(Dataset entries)
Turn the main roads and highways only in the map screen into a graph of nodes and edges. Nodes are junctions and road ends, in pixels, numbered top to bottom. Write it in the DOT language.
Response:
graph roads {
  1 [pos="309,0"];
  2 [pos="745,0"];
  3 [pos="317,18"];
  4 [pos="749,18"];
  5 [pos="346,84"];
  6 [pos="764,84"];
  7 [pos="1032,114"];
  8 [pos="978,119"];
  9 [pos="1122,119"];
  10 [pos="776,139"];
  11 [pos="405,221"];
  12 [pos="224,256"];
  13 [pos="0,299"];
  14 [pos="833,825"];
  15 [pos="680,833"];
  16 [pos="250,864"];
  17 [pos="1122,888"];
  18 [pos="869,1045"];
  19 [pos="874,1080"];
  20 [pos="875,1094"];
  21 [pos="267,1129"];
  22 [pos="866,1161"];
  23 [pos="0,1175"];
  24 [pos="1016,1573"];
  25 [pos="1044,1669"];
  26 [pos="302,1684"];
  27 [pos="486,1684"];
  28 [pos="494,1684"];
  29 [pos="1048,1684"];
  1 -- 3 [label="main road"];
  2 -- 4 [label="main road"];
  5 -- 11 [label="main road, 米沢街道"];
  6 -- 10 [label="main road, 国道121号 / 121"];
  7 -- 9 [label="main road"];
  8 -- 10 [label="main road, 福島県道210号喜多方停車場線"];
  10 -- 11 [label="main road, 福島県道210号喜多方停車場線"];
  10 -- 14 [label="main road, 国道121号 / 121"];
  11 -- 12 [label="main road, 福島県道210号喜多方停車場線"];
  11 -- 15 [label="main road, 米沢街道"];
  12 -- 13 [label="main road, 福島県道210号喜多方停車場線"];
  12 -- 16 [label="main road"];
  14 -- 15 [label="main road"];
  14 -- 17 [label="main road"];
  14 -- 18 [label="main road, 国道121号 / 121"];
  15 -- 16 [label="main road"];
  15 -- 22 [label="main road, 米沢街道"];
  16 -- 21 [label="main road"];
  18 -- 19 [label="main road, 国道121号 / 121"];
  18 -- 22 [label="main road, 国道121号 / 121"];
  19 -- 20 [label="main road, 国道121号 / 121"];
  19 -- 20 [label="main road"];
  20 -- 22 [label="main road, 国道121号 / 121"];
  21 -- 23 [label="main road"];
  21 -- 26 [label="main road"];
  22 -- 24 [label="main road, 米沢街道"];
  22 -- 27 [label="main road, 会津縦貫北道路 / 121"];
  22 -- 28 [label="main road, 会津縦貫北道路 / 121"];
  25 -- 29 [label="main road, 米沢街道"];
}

→ Task
Nothing in the records may be left out; transcribe all of them exactly.

→ Solution for this problem
Turn the main roads and highways only in the map screen into a graph of nodes and edges. Nodes are junctions and road ends, in pixels, numbered top to bottom. Write it in the DOT language.
Response:
graph roads {
  1 [pos="309,0"];
  2 [pos="745,0"];
  3 [pos="317,18"];
  4 [pos="749,18"];
  5 [pos="346,84"];
  6 [pos="764,84"];
  7 [pos="1032,114"];
  8 [pos="978,119"];
  9 [pos="1122,119"];
  10 [pos="776,139"];
  11 [pos="405,221"];
  12 [pos="224,256"];
  13 [pos="0,299"];
  14 [pos="833,825"];
  15 [pos="680,833"];
  16 [pos="250,864"];
  17 [pos="1122,888"];
  18 [pos="869,1045"];
  19 [pos="874,1080"];
  20 [pos="875,1094"];
  21 [pos="267,1129"];
  22 [pos="866,1161"];
  23 [pos="0,1175"];
  24 [pos="1016,1573"];
  25 [pos="1044,1669"];
  26 [pos="302,1684"];
  27 [pos="486,1684"];
  28 [pos="494,1684"];
  29 [pos="1048,1684"];
  1 -- 3 [label="main road"];
  2 -- 4 [label="main road"];
  5 -- 11 [label="main road, 米沢街道"];
  6 -- 10 [label="main road, 国道121号 / 121"];
  7 -- 9 [label="main road"];
  8 -- 10 [label="main road, 福島県道210号喜多方停車場線"];
  10 -- 11 [label="main road, 福島県道210号喜多方停車場線"];
  10 -- 14 [label="main road, 国道121号 / 121"];
  11 -- 12 [label="main road, 福島県道210号喜多方停車場線"];
  11 -- 15 [label="main road, 米沢街道"];
  12 -- 13 [label="main road, 福島県道210号喜多方停車場線"];
  12 -- 16 [label="main road"];
  14 -- 15 [label="main road"];
  14 -- 17 [label="main road"];
  14 -- 18 [label="main road, 国道121号 / 121"];
  15 -- 16 [label="main road"];
  15 -- 22 [label="main road, 米沢街道"];
  16 -- 21 [label="main road"];
  18 -- 19 [label="main road, 国道121号 / 121"];
  18 -- 22 [label="main road, 国道121号 / 121"];
  19 -- 20 [label="main road, 国道121号 / 121"];
  19 -- 20 [label="main road"];
  20 -- 22 [label="main road, 国道121号 / 121"];
  21 -- 23 [label="main road"];
  21 -- 26 [label="main road"];
  22 -- 24 [label="main road, 米沢街道"];
  22 -- 27 [label="main road, 会津縦貫北道路 / 121"];
  22 -- 28 [label="main road, 会津縦貫北道路 / 121"];
  25 -- 29 [label="main road, 米沢街道"];
}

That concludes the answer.